Как я стала киноведом - Нея Зоркая Страница 33

Книгу Как я стала киноведом - Нея Зоркая читаем онлайн бесплатно полную версию! Чтобы начать читать не надо регистрации. Напомним, что читать онлайн вы можете не только на компьютере, но и на андроид (Android), iPhone и iPad. Приятного чтения!

Как я стала киноведом - Нея Зоркая читать онлайн бесплатно

Как я стала киноведом - Нея Зоркая - читать книгу онлайн бесплатно, автор Нея Зоркая

— Но к Верченко его же вызвали.

— А, значит, ты полагаешь, что я на партбюро в институте прибежала с криком: проработайте меня, а потом 26 раз на беседы бегала?

— Но Лева Копелев, как ты знаешь, правоверный коммунист, с этим ничего поделать нельзя. Но при чем здесь ты…

И так далее, в том же духе.

В тот же день в институте я встретила еще одну критикессу, приятельницу той приятельницы. Будучи дамой не столь утонченной и не обладая скромным и наставительным величием, как та, первая, она сразу выпалила:

— Ну, говорят, у тебя все в порядке? Твои дела очень хороши!

— Что же у меня хорошо?

— Ну то, что тебя оставили в покое, дали тебе строгий выговор, не увольняют. Что и у тебя и у Кости Рудницкого все в порядке, Костя сказал, что к нему пришла незнакомая девушка с письмом [35], а ты сказала, что письмо лежало на столе, что вы признали политическую ошибку и всех удовлетворили.
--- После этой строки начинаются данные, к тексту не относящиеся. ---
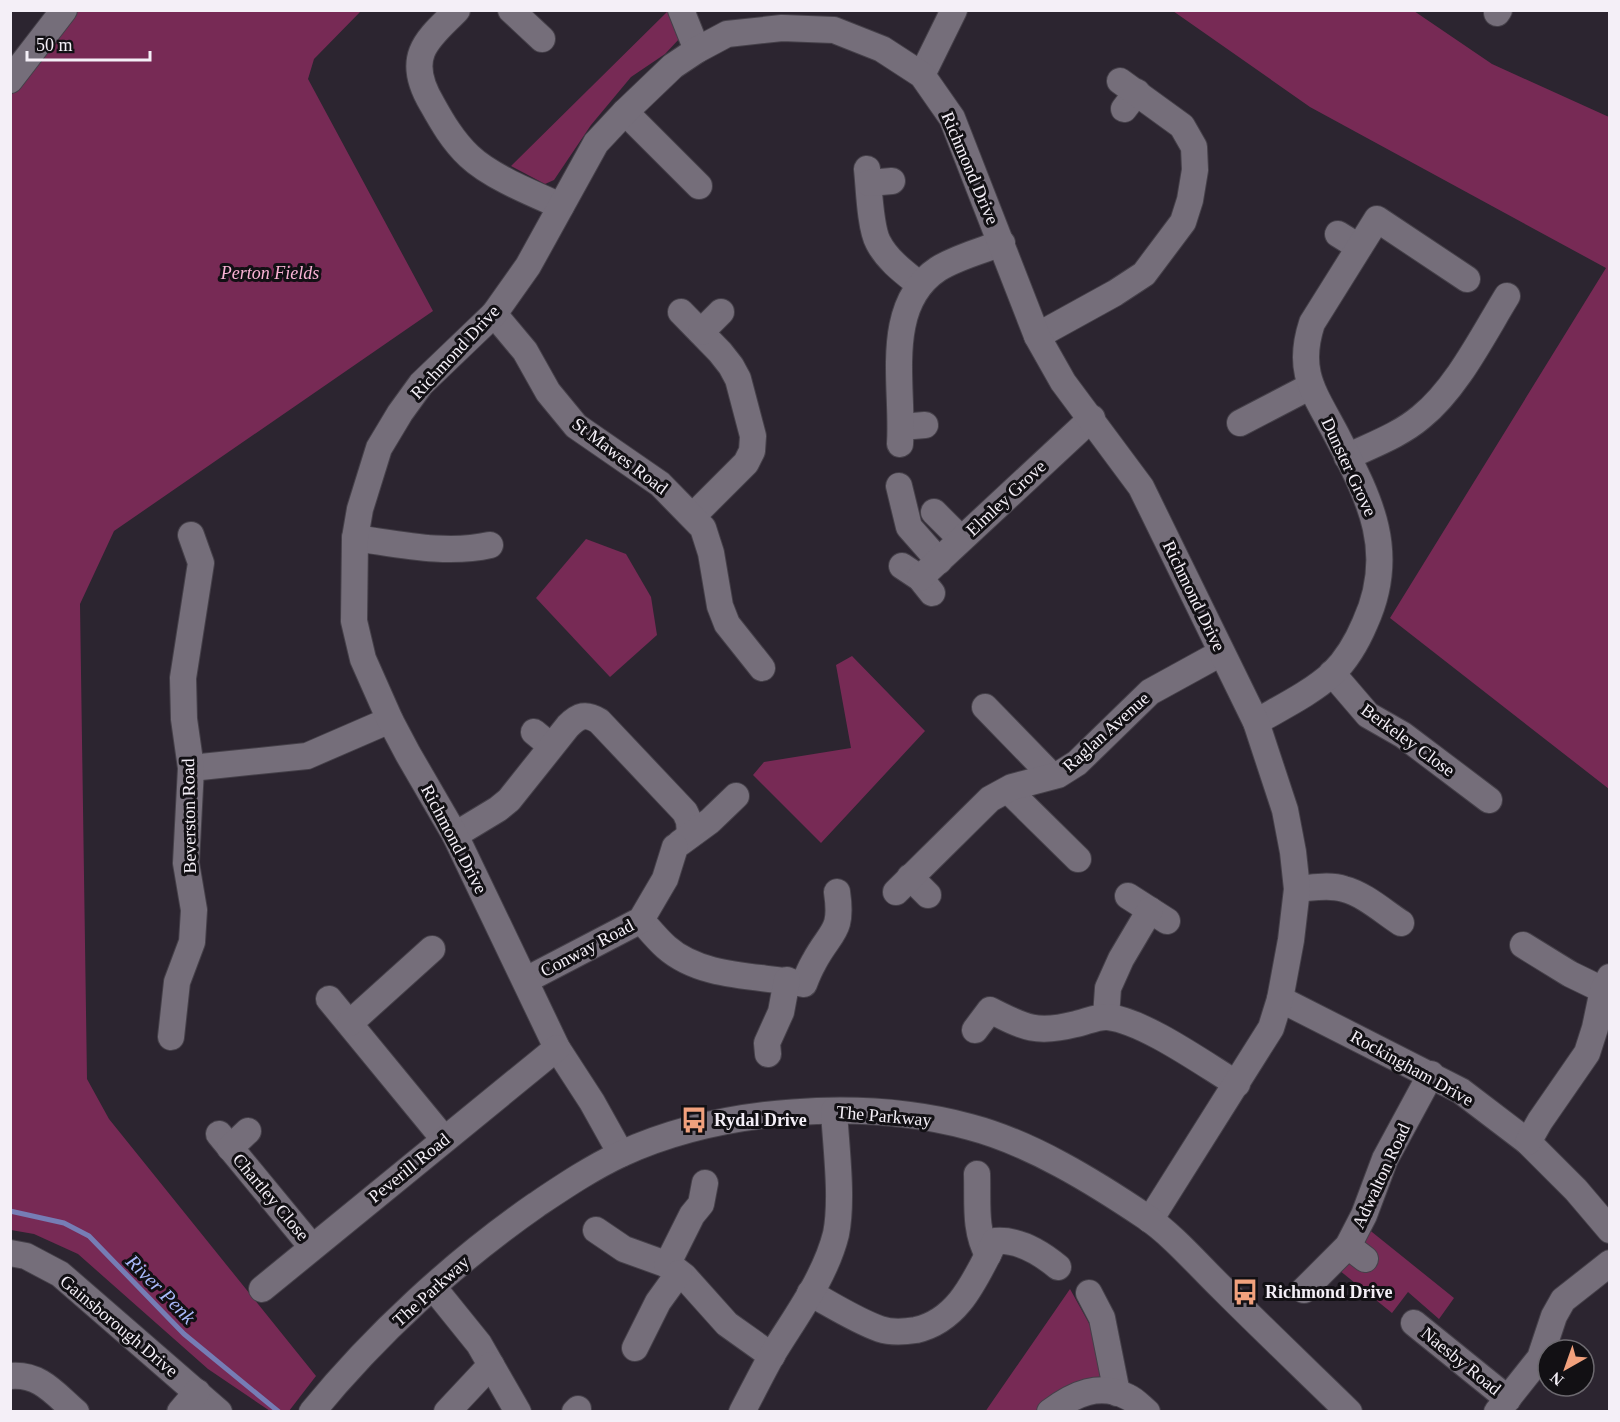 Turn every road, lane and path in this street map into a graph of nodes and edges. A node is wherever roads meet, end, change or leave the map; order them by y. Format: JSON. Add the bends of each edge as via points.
{"nodes":[{"id":1,"x":64,"y":10,"type":"edge"},
{"id":2,"x":458,"y":10,"type":"edge"},
{"id":3,"x":511,"y":10,"type":"edge"},
{"id":4,"x":681,"y":10,"type":"edge"},
{"id":5,"x":954,"y":10,"type":"edge"},
{"id":6,"x":542,"y":39,"type":"dead end"},
{"id":7,"x":697,"y":50,"type":"junction"},
{"id":8,"x":922,"y":75,"type":"junction"},
{"id":9,"x":10,"y":80,"type":"edge"},
{"id":10,"x":1127,"y":94,"type":"dead end"},
{"id":11,"x":625,"y":112,"type":"junction"},
{"id":12,"x":876,"y":178,"type":"dead end"},
{"id":13,"x":699,"y":186,"type":"dead end"},
{"id":14,"x":561,"y":206,"type":"junction"},
{"id":15,"x":1002,"y":243,"type":"junction"},
{"id":16,"x":1467,"y":279,"type":"dead end"},
{"id":17,"x":920,"y":285,"type":"junction"},
{"id":18,"x":1507,"y":296,"type":"dead end"},
{"id":19,"x":681,"y":312,"type":"dead end"},
{"id":20,"x":721,"y":312,"type":"dead end"},
{"id":21,"x":494,"y":314,"type":"junction"},
{"id":22,"x":701,"y":332,"type":"junction"},
{"id":23,"x":1037,"y":336,"type":"junction"},
{"id":24,"x":1311,"y":386,"type":"junction"},
{"id":25,"x":1092,"y":418,"type":"junction"},
{"id":26,"x":1240,"y":423,"type":"dead end"},
{"id":27,"x":909,"y":432,"type":"dead end"},
{"id":28,"x":1347,"y":457,"type":"junction"},
{"id":29,"x":899,"y":486,"type":"dead end"},
{"id":30,"x":934,"y":512,"type":"dead end"},
{"id":31,"x":693,"y":516,"type":"junction"},
{"id":32,"x":191,"y":535,"type":"dead end"},
{"id":33,"x":355,"y":538,"type":"junction"},
{"id":34,"x":961,"y":539,"type":"junction"},
{"id":35,"x":479,"y":554,"type":"dead end"},
{"id":36,"x":939,"y":561,"type":"junction"},
{"id":37,"x":918,"y":579,"type":"dead end"},
{"id":38,"x":1221,"y":653,"type":"junction"},
{"id":39,"x":762,"y":668,"type":"dead end"},
{"id":40,"x":1332,"y":673,"type":"junction"},
{"id":41,"x":985,"y":707,"type":"dead end"},
{"id":42,"x":390,"y":720,"type":"junction"},
{"id":43,"x":1256,"y":722,"type":"junction"},
{"id":44,"x":191,"y":768,"type":"junction"},
{"id":45,"x":1052,"y":776,"type":"junction"},
{"id":46,"x":1008,"y":790,"type":"junction"},
{"id":47,"x":736,"y":796,"type":"dead end"},
{"id":48,"x":1489,"y":800,"type":"dead end"},
{"id":49,"x":455,"y":835,"type":"junction"},
{"id":50,"x":678,"y":838,"type":"junction"},
{"id":51,"x":1078,"y":859,"type":"dead end"},
{"id":52,"x":912,"y":888,"type":"dead end"},
{"id":53,"x":1297,"y":889,"type":"junction"},
{"id":54,"x":837,"y":892,"type":"dead end"},
{"id":55,"x":1128,"y":896,"type":"dead end"},
{"id":56,"x":641,"y":920,"type":"junction"},
{"id":57,"x":1401,"y":923,"type":"dead end"},
{"id":58,"x":1523,"y":945,"type":"dead end"},
{"id":59,"x":432,"y":949,"type":"dead end"},
{"id":60,"x":526,"y":980,"type":"junction"},
{"id":61,"x":1606,"y":984,"type":"edge"},
{"id":62,"x":791,"y":989,"type":"junction"},
{"id":63,"x":329,"y":999,"type":"dead end"},
{"id":64,"x":1280,"y":999,"type":"junction"},
{"id":65,"x":1106,"y":1017,"type":"junction"},
{"id":66,"x":350,"y":1023,"type":"junction"},
{"id":67,"x":975,"y":1030,"type":"dead end"},
{"id":68,"x":171,"y":1037,"type":"dead end"},
{"id":69,"x":557,"y":1048,"type":"junction"},
{"id":70,"x":768,"y":1054,"type":"dead end"},
{"id":71,"x":1431,"y":1074,"type":"junction"},
{"id":72,"x":1237,"y":1084,"type":"junction"},
{"id":73,"x":834,"y":1111,"type":"junction"},
{"id":74,"x":232,"y":1138,"type":"dead end"},
{"id":75,"x":444,"y":1139,"type":"junction"},
{"id":76,"x":1528,"y":1142,"type":"junction"},
{"id":77,"x":621,"y":1154,"type":"junction"},
{"id":78,"x":977,"y":1174,"type":"dead end"},
{"id":79,"x":705,"y":1183,"type":"dead end"},
{"id":80,"x":1150,"y":1220,"type":"junction"},
{"id":81,"x":596,"y":1230,"type":"dead end"},
{"id":82,"x":1610,"y":1230,"type":"edge"},
{"id":83,"x":312,"y":1247,"type":"junction"},
{"id":84,"x":992,"y":1248,"type":"junction"},
{"id":85,"x":10,"y":1253,"type":"edge"},
{"id":86,"x":1610,"y":1263,"type":"edge"},
{"id":87,"x":1058,"y":1267,"type":"dead end"},
{"id":88,"x":673,"y":1269,"type":"junction"},
{"id":89,"x":433,"y":1287,"type":"junction"},
{"id":90,"x":262,"y":1290,"type":"dead end"},
{"id":91,"x":1305,"y":1290,"type":"dead end"},
{"id":92,"x":810,"y":1293,"type":"junction"},
{"id":93,"x":1089,"y":1293,"type":"dead end"},
{"id":94,"x":1414,"y":1323,"type":"dead end"},
{"id":95,"x":635,"y":1348,"type":"dead end"},
{"id":96,"x":772,"y":1356,"type":"junction"},
{"id":97,"x":491,"y":1365,"type":"junction"},
{"id":98,"x":10,"y":1376,"type":"edge"},
{"id":99,"x":197,"y":1392,"type":"junction"},
{"id":100,"x":1117,"y":1393,"type":"junction"},
{"id":101,"x":1503,"y":1405,"type":"edge"},
{"id":102,"x":76,"y":1412,"type":"edge"},
{"id":103,"x":180,"y":1412,"type":"edge"},
{"id":104,"x":219,"y":1412,"type":"edge"},
{"id":105,"x":312,"y":1412,"type":"edge"},
{"id":106,"x":447,"y":1412,"type":"edge"},
{"id":107,"x":518,"y":1412,"type":"edge"},
{"id":108,"x":742,"y":1412,"type":"edge"},
{"id":109,"x":1050,"y":1412,"type":"edge"},
{"id":110,"x":1147,"y":1412,"type":"edge"},
{"id":111,"x":1349,"y":1412,"type":"edge"}],
"edges":[{"from":1,"to":9,"type":"street"},
{"from":2,"to":14,"type":"street","via":[[422,51],[418,69],[427,96],[444,126],[470,157],[508,182]]},
{"from":3,"to":6,"type":"street"},
{"from":4,"to":7,"type":"street"},
{"from":5,"to":8,"type":"street"},
{"from":7,"to":8,"type":"street","name":"Richmond Drive","via":[[727,34],[782,28],[834,30],[882,49]]},
{"from":7,"to":11,"type":"street","name":"Richmond Drive","via":[[673,66]]},
{"from":8,"to":15,"type":"street","name":"Richmond Drive","via":[[952,118]]},
{"from":10,"to":23,"type":"street","via":[[1182,126],[1194,147],[1195,170],[1183,222],[1144,274]]},
{"from":11,"to":13,"type":"street"},
{"from":11,"to":14,"type":"street","name":"Richmond Drive","via":[[596,143]]},
{"from":12,"to":17,"type":"street","via":[[877,242]]},
{"from":14,"to":21,"type":"street","name":"Richmond Drive","via":[[528,266]]},
{"from":15,"to":17,"type":"street","via":[[950,262]]},
{"from":15,"to":23,"type":"street","name":"Richmond Drive"},
{"from":16,"to":24,"type":"street","name":"Dunster Grove","via":[[1377,219],[1348,240],[1312,323],[1305,360]]},
{"from":17,"to":27,"type":"street","via":[[906,310],[900,332]]},
{"from":18,"to":28,"type":"street","via":[[1422,427],[1407,428]]},
{"from":19,"to":22,"type":"street"},
{"from":20,"to":22,"type":"street"},
{"from":21,"to":31,"type":"street","name":"St Mawes Road","via":[[525,351],[548,392],[576,426],[660,484]]},
{"from":21,"to":33,"type":"street","name":"Richmond Drive","via":[[421,384],[400,413],[379,448]]},
{"from":22,"to":31,"type":"street","via":[[738,379],[753,436],[746,463]]},
{"from":23,"to":25,"type":"street","name":"Richmond Drive","via":[[1063,382]]},
{"from":24,"to":26,"type":"street"},
{"from":24,"to":28,"type":"street","name":"Dunster Grove"},
{"from":25,"to":34,"type":"street","name":"Elmley Grove"},
{"from":25,"to":38,"type":"street","name":"Richmond Drive","via":[[1141,487]]},
{"from":28,"to":40,"type":"street","name":"Dunster Grove","via":[[1377,527],[1380,579],[1374,605],[1361,631]]},
{"from":29,"to":36,"type":"street","via":[[909,526]]},
{"from":30,"to":34,"type":"street"},
{"from":31,"to":39,"type":"street","name":"St Mawes Road","via":[[703,528],[711,552],[720,606],[728,624]]},
{"from":32,"to":44,"type":"street","name":"Beverston Road","via":[[201,563],[183,678]]},
{"from":33,"to":35,"type":"street"},
{"from":33,"to":42,"type":"street","name":"Richmond Drive","via":[[354,621],[363,659]]},
{"from":34,"to":36,"type":"street","name":"Elmley Grove"},
{"from":36,"to":37,"type":"street","name":"Elmley Grove"},
{"from":38,"to":43,"type":"street","name":"Richmond Drive"},
{"from":38,"to":45,"type":"street","name":"Raglan Avenue","via":[[1150,692],[1077,763]]},
{"from":40,"to":43,"type":"street","name":"Dunster Grove"},
{"from":40,"to":48,"type":"street","name":"Berkeley Close","via":[[1368,715],[1403,735]]},
{"from":41,"to":45,"type":"street"},
{"from":42,"to":44,"type":"street","via":[[307,756]]},
{"from":42,"to":49,"type":"street","name":"Richmond Drive"},
{"from":43,"to":53,"type":"street","name":"Richmond Drive","via":[[1285,810]]},
{"from":44,"to":68,"type":"street","name":"Beverston Road","via":[[186,863],[194,910],[192,942],[177,982]]},
{"from":45,"to":46,"type":"street","name":"Raglan Avenue"},
{"from":46,"to":51,"type":"street"},
{"from":46,"to":52,"type":"street","name":"Raglan Avenue","via":[[990,799]]},
{"from":47,"to":50,"type":"street","via":[[710,821]]},
{"from":49,"to":50,"type":"street","via":[[509,800],[543,739],[585,715],[599,720],[685,812],[689,821]]},
{"from":49,"to":60,"type":"street","name":"Richmond Drive"},
{"from":50,"to":56,"type":"street","name":"Conway Road","via":[[665,879]]},
{"from":53,"to":57,"type":"street","via":[[1345,889]]},
{"from":53,"to":64,"type":"street","name":"Richmond Drive"},
{"from":54,"to":62,"type":"street","via":[[837,926]]},
{"from":55,"to":65,"type":"street","via":[[1158,916],[1121,959],[1108,988]]},
{"from":56,"to":60,"type":"street","name":"Conway Road"},
{"from":56,"to":62,"type":"street","via":[[668,948],[692,964]]},
{"from":58,"to":61,"type":"street"},
{"from":59,"to":66,"type":"street"},
{"from":60,"to":69,"type":"street","name":"Richmond Drive"},
{"from":61,"to":76,"type":"street","via":[[1587,1053]]},
{"from":62,"to":70,"type":"street","via":[[766,1043]]},
{"from":63,"to":66,"type":"street"},
{"from":64,"to":71,"type":"street","name":"Rockingham Drive"},
{"from":64,"to":72,"type":"street","name":"Richmond Drive","via":[[1271,1028]]},
{"from":65,"to":67,"type":"street","via":[[1047,1031],[1015,1023],[990,1010]]},
{"from":65,"to":72,"type":"street","via":[[1138,1026]]},
{"from":66,"to":75,"type":"street"},
{"from":69,"to":75,"type":"street","name":"Peverill Road"},
{"from":69,"to":77,"type":"street","name":"Richmond Drive"},
{"from":71,"to":76,"type":"street","name":"Rockingham Drive","via":[[1461,1091]]},
{"from":71,"to":91,"type":"street","name":"Adwalton Road","via":[[1385,1159],[1364,1215],[1357,1252],[1326,1267]]},
{"from":72,"to":80,"type":"street","name":"Richmond Drive"},
{"from":73,"to":77,"type":"street","name":"The Parkway","via":[[709,1124]]},
{"from":73,"to":80,"type":"street","name":"The Parkway","via":[[900,1114],[997,1136],[1087,1179]]},
{"from":73,"to":92,"type":"street","via":[[837,1221],[832,1246]]},
{"from":74,"to":83,"type":"street","name":"Chartley Close"},
{"from":75,"to":83,"type":"street","name":"Peverill Road"},
{"from":76,"to":82,"type":"street","name":"Rockingham Drive"},
{"from":77,"to":89,"type":"street","name":"The Parkway","via":[[514,1220]]},
{"from":78,"to":84,"type":"street","via":[[980,1242]]},
{"from":79,"to":88,"type":"street","via":[[701,1204],[692,1215]]},
{"from":80,"to":111,"type":"street","name":"The Parkway"},
{"from":81,"to":88,"type":"street","via":[[624,1249]]},
{"from":83,"to":90,"type":"street","name":"Peverill Road"},
{"from":84,"to":87,"type":"street","via":[[1006,1240],[1034,1250]]},
{"from":84,"to":92,"type":"street","via":[[958,1304],[934,1325],[902,1332],[880,1329]]},
{"from":85,"to":99,"type":"street","name":"Gainsborough Drive","via":[[26,1256],[60,1274]]},
{"from":86,"to":101,"type":"street","name":"Naesby Road","via":[[1563,1300],[1540,1358]]},
{"from":88,"to":95,"type":"street"},
{"from":88,"to":96,"type":"street","via":[[727,1324]]},
{"from":89,"to":97,"type":"street"},
{"from":89,"to":105,"type":"street","name":"The Parkway","via":[[360,1357]]},
{"from":92,"to":96,"type":"street"},
{"from":93,"to":100,"type":"street","via":[[1101,1318]]},
{"from":94,"to":101,"type":"street","name":"Naesby Road"},
{"from":96,"to":108,"type":"street"},
{"from":97,"to":106,"type":"street"},
{"from":97,"to":107,"type":"street"},
{"from":98,"to":102,"type":"street","via":[[31,1376]]},
{"from":99,"to":103,"type":"street"},
{"from":99,"to":104,"type":"street","name":"Gainsborough Drive"},
{"from":100,"to":109,"type":"street","via":[[1102,1389],[1083,1393]]},
{"from":100,"to":110,"type":"street","via":[[1129,1397]]}]}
— Кто тебе все это сказал? Такая-то (называю утреннюю приятельницу)? Передай ей от меня, что она — сволочь.

— Нет, по-моему, я не от нее слышала.

— Передай тому, от кого слышала: Зоркая сказала, что ты — сволочь. Поняла?

Таких разговоров было несколько. Во всех них фигурировало: «вы с Рудницким», «у тебя все в порядке», «а что ты, собственно говоря, так волнуешься — вот у Рудницкого же все в порядке» и прочая мерзкая сволочная муть.

Вскоре явилось и окончательное разъяснение. Однажды вечером я сидела с Л. Пажитновым и И. Рубановой дома. Вдруг вбежал Леня Зорин с одним нашим близким товарищем. Тот товарищ во время моего сидения на бюллетене бывал у меня постоянно, все знал насквозь. На сей раз он вошел бледный как мел, глаза его горели пламенем прогресса, и начал не разговор — допрос.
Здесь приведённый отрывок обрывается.